Just call me... Tweedle Dee OR Tweedle Dumb, whichever you prefer.

It seems like I can't remember anything these days.  I have a huge list of things I want to get done, be it cleaning or some kind of house project BUT... I can't keep my wits long enough to finish anything..

However, today... I finished something.  The funny thing is, it wasn't even on my list.  The project just popped into my brain and I sat down and did it.  I'm feeling so accomplished right now... 

  I really wanted to start my 13 week challenge this week, but my forgetfullness is really getting in the way. I will be reporting shortly on my progress with that

Until Next Time...

Friday, April 22, 2011

I want more.

I need something fullfilling. Don't get me wrong... I love being a parent.  I love being a puppy and kitty parent.  I love the friendships I've created and nurtured. I love seeing what happens to the plants I've put in soil.  I love when I can feed people.  All this said... there's something missing.  

I don't really feel like anything I've done is really meaningful.  Maybe it's because there's been so much grief in my family.  Maybe it's because I've struggled for so long to have meaningful relationships with people, I don't recognize it when it's in front of me.  

 Maybe I'm thinking about it too much.  Maybe I'm putting more into it than I need to.  Maybe... I should just stick to simplicity.

Tuesday, April 19, 2011

The Simplicity Of It All...

I love the sun.  Not just because it gives your skin a healthy glow.  Not because it provides you with just the right amount of vitamin D.  It's happy.  It comes up and says "Hey, look at me.  I'm happy.  I'm gonna help you be happy too."

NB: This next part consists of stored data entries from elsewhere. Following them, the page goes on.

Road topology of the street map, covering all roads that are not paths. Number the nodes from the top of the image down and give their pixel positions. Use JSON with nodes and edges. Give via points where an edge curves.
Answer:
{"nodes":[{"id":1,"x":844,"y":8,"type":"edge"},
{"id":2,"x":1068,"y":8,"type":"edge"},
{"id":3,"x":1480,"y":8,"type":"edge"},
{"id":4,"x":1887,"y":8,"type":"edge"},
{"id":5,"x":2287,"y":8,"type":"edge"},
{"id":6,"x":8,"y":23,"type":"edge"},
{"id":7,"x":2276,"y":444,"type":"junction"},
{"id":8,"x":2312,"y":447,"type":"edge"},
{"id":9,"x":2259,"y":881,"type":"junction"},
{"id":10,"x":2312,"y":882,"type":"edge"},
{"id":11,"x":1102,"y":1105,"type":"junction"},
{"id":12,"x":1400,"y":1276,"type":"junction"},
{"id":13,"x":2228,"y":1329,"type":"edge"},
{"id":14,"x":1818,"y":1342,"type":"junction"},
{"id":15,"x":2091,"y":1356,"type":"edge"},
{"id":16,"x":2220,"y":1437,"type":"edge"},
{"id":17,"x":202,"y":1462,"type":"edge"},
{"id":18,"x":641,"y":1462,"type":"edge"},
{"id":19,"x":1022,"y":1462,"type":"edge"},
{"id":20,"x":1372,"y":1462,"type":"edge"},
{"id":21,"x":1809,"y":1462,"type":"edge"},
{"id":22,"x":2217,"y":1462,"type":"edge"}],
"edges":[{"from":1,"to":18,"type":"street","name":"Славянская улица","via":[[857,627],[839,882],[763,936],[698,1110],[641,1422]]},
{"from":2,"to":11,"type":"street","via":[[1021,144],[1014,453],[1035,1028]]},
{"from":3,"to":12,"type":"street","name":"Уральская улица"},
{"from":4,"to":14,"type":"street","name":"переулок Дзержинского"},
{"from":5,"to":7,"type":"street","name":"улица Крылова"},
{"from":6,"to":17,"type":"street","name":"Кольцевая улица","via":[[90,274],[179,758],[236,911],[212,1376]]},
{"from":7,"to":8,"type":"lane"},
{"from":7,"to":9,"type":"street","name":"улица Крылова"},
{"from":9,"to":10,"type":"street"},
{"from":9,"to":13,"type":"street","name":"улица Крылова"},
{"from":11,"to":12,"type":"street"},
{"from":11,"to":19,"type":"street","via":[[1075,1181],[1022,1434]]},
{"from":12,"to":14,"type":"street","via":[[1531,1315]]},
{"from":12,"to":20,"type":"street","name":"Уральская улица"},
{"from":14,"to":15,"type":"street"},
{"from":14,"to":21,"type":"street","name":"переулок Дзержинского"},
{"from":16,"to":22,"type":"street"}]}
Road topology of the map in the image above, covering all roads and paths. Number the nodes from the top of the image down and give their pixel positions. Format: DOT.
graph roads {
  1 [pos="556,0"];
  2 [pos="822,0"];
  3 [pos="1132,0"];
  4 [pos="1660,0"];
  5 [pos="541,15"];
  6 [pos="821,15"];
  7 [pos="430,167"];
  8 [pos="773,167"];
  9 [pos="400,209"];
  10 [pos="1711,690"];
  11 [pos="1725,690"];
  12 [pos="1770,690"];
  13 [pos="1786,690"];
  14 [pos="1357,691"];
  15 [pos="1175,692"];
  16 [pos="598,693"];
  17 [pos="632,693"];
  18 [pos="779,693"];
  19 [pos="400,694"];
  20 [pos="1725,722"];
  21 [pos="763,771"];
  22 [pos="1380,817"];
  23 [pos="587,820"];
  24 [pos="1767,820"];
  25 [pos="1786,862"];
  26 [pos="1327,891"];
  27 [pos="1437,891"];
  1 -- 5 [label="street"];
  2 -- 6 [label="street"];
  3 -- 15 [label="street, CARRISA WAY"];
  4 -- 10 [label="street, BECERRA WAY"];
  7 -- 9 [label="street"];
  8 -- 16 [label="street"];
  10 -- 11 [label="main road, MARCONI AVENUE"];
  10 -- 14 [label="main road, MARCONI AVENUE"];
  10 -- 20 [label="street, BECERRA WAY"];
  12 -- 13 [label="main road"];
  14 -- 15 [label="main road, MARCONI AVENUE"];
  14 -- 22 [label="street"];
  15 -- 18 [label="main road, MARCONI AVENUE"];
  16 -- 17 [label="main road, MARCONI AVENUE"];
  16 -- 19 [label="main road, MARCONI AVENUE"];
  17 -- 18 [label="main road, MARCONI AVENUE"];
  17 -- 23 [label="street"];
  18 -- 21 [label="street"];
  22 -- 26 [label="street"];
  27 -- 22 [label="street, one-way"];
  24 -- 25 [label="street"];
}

I've tried really hard over the last few months to find a simpler way.  I've always made happiness an adventure that was nothing short of complicated.  There's always been a Catch 22 when I entered into a contract with happiness. What I've realized is that happiness doesn't require a contract.  Happiness is simple to obtain.  You just have to be willing to see it when it's standing in front of you.

In my desire to find the bright side of my failures, I've found forgiveness and care.  My failures have given me the ability to forgive, not just myself but others.  Challenges don't seem so challenging anymore.  Wrong-doings don't seem so wrong.  Words said in arguements don't seem so harsh.

All that said... I'm giving myself a huge challenge.  I'm entering this challenge knowing that I might want to quit.  It's not going to be easy.  But it will make me more aware of myself and others. My intention in this is that my soul will be awakened.  Intention is powerful. 

I. Will. Not. Quit.
I. Will. Not. Quit.
I. Will. Not. Quit.

Without further adieu...


He tested himself on these virtues:

  1. Temperance- "Eat not to dullness and drink not to elevation."
  2. Silence- "Speak but not what may benefit others or yourself. Avoid trifling conversation."
  3. Order- "Let all of your things have their places. Let each part of your business have its time."
  4. Resolution- "Resolve to perform what you ought. Perform without fail what you resolve."
  5. Frugality- "Make no expense but to do good to others or yourself."
  6. Industry- "Lose no time. Be always employed in something useful. Cut off all unnecessary actions."
  7. Sincerity- "Use no hurtful deceit. Think innocently and justly; and if you speak, speak accordingly."
  8. Justice- "Wrong none, by doing injuries or omitting the benefits that are your duty."
  9. Moderation- "Avoid extremes. Forebear resenting injuries so much as you think they deserve."
  10. Cleanliness- "Tolerate no uncleanness in body, clothes or habitation."
  11. Chastity- "Rarely use venery but for health or offspring; Never to dullness, weakness  or the injury of your own or another's peace or reputation."
  12. Tranquility- "Be not disturbed at trifles or at accidents common or unavoidable."
  13. Humility- "Imitate Jesus or Socrates."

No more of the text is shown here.